Objective: The goal of this study was to compare young adults (YA) and older adults (OA) in the National Weight Control Registry on motivations for weight loss and weight-loss behaviors.
Design and methods: Participants (n = 2,964, 82% female, 94% White, BMI = 24.8 ± 4.4) were divided into two age groups (18-35 vs. 36-50) and compared on motivations, strategies for weight loss, diet, physical activity (PA), and the three-factor eating questionnaire.
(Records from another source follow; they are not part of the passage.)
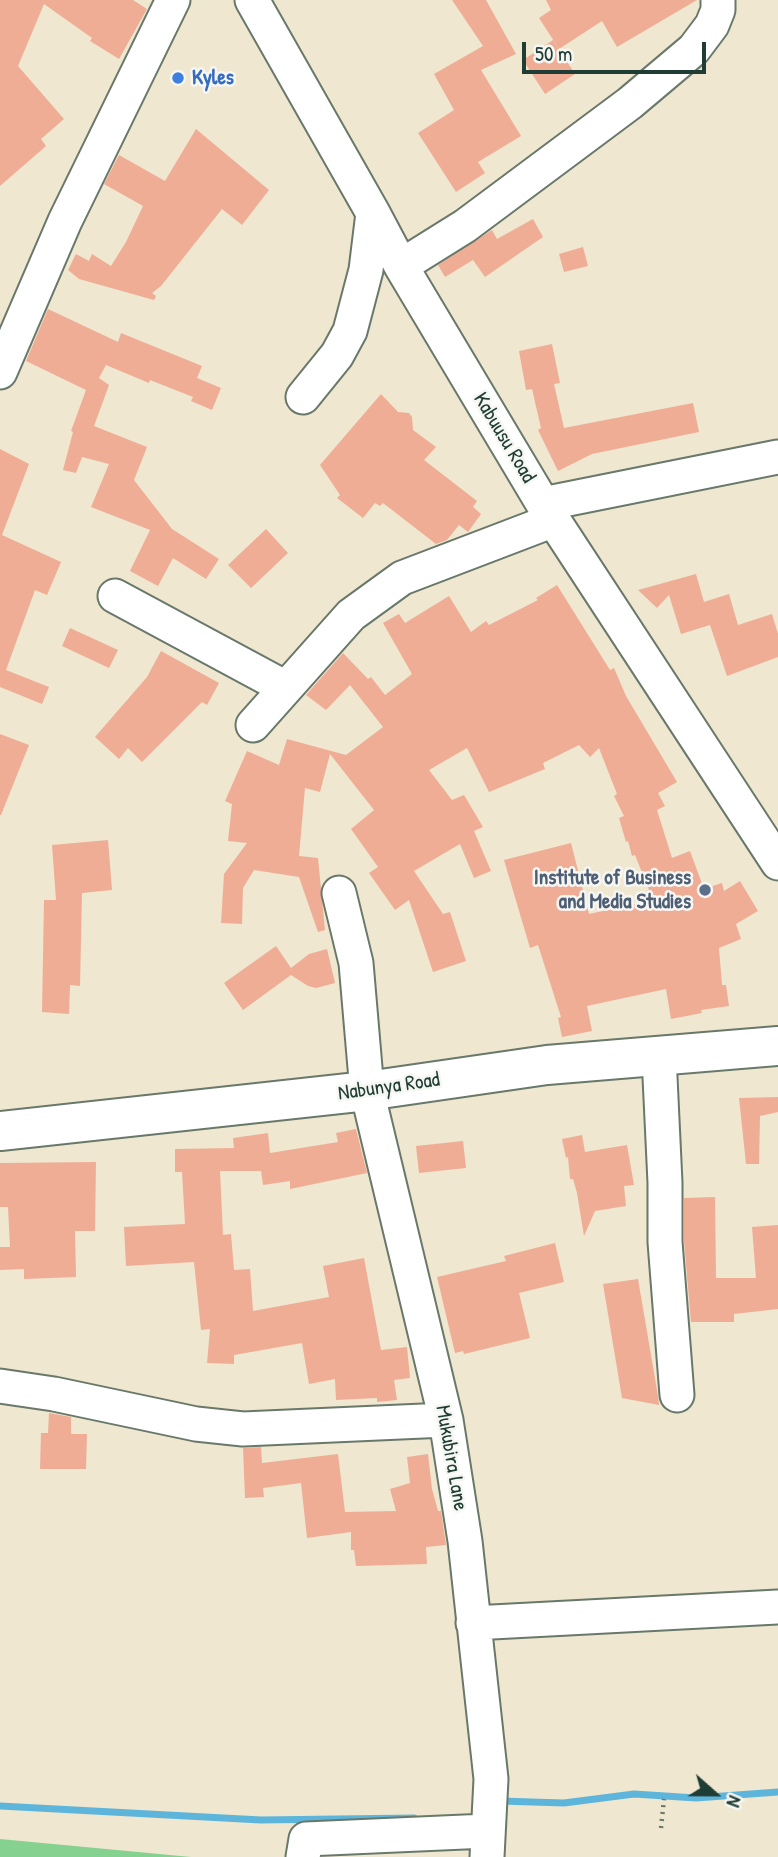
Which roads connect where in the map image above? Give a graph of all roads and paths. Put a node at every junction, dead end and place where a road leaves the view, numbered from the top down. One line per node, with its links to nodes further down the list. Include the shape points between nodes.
1 (173, 0): 6 (street, via 71,209)
2 (253, 0): 4 (street, Kabuusu Road)
3 (718, 0): 5 (street, via 712,25 685,57 465,226)
4 (373, 213): 5 (street, Kabuusu Road); 7 (street, via 366,270 350,331)
5 (401, 266): 9 (street, Kabuusu Road)
6 (0, 372)
7 (303, 397)
8 (778, 457): 9 (street)
9 (549, 512): 11 (street, via 402,578 351,615); 13 (street, Kabuusu Road)
10 (115, 596): 11 (street)
11 (286, 688): 12 (street)
12 (253, 725)
13 (778, 863)
14 (339, 893): 17 (street, Mukubira Lane, via 356,963)
15 (778, 1046): 16 (main road, Nabunya Road)
16 (659, 1056): 17 (main road, Nabunya Road, via 547,1065); 20 (street, via 665,1242)
17 (367, 1091): 18 (main road, Nabunya Road); 21 (street, Mukubira Lane)
18 (0, 1131)
19 (0, 1386): 21 (street, via 243,1429)
20 (677, 1395)
21 (446, 1420): 23 (street, Mukubira Lane)
22 (778, 1607): 23 (street)
23 (473, 1623): 26 (street, Mukubira Lane, via 491,1779)
24 (664, 1799): 25 (path)
25 (661, 1828)
26 (487, 1844): 27 (street, via 306,1839)
27 (303, 1857)

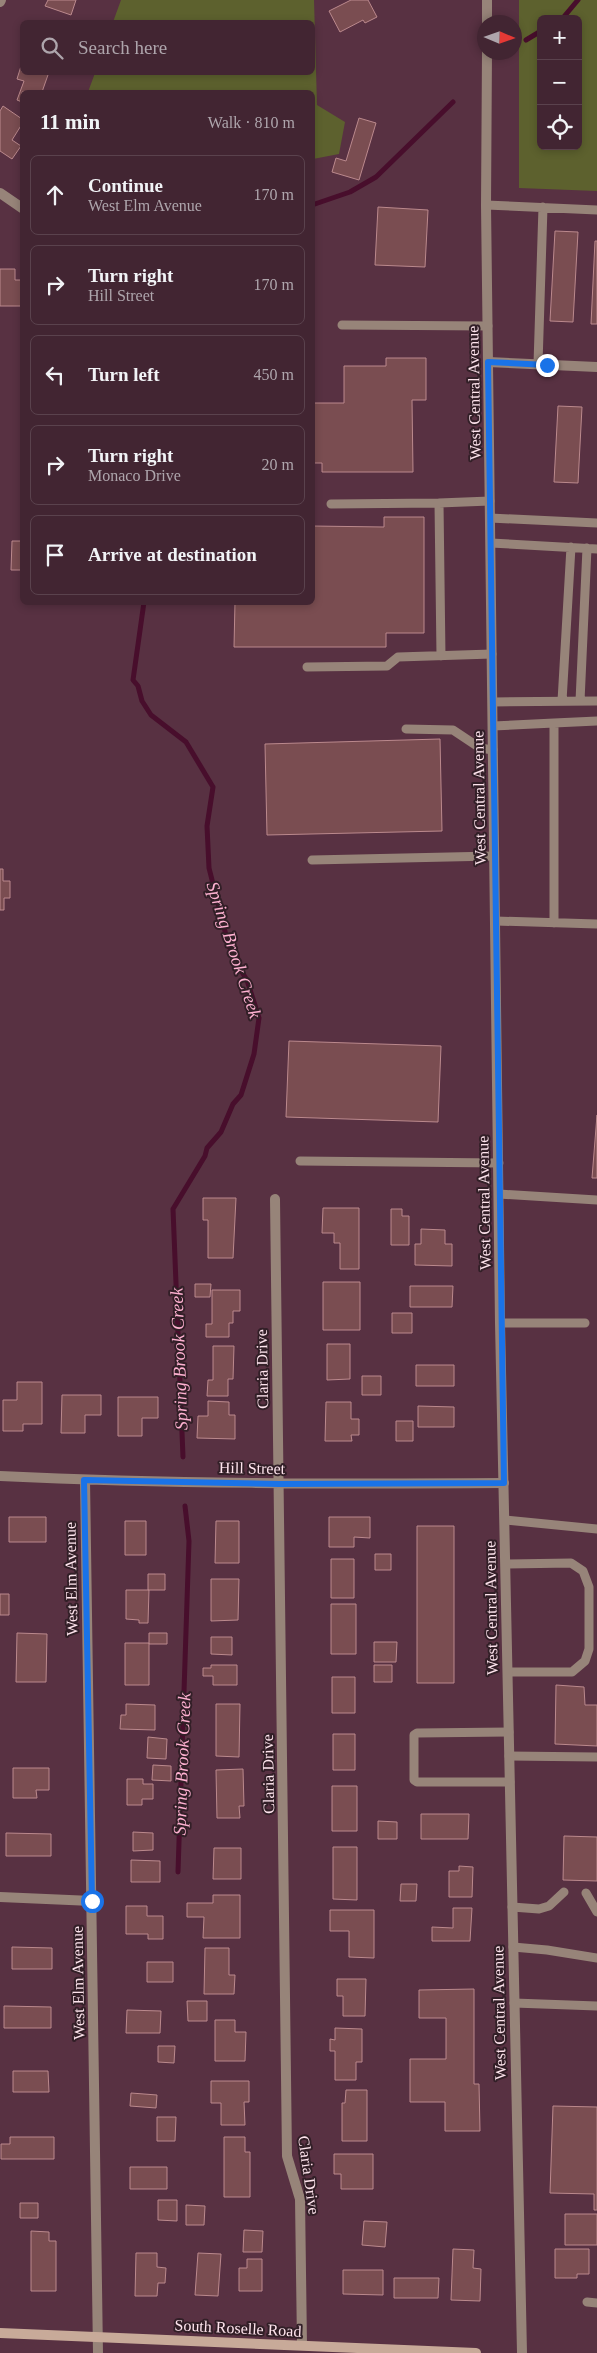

Results: YA were 28.6% of the sample (n = 848). YA and OA achieved similar weight losses (P = 0.38), but duration of maintenance was less in YA (43 vs. 58 months, P < 0.001). YA were more likely to cite appearance and social motivations for weight loss, were less motivated by health, and were less likely to report a medical trigger for weight loss (P's < 0.001). YA were more likely to use exercise classes and to lose weight on their own, and less likely to use a commercial program (P's < 0.001). YA reported engaging in more high-intensity PA (P = 0.001). There were no group differences in total calories consumed (P = 0.47), or percent calories from fat (P = 0.97), alcohol (P = 0.52), or sugar-sweetened beverages (P = 0.26).
Conclusions: YA successful weight losers (SWL) are motivated more by appearance and social influences than OA, and physical activity appears to play an important role in their weight-loss efforts. The differences reported by YA and OA SWL should be considered when developing weight-loss programs for YA.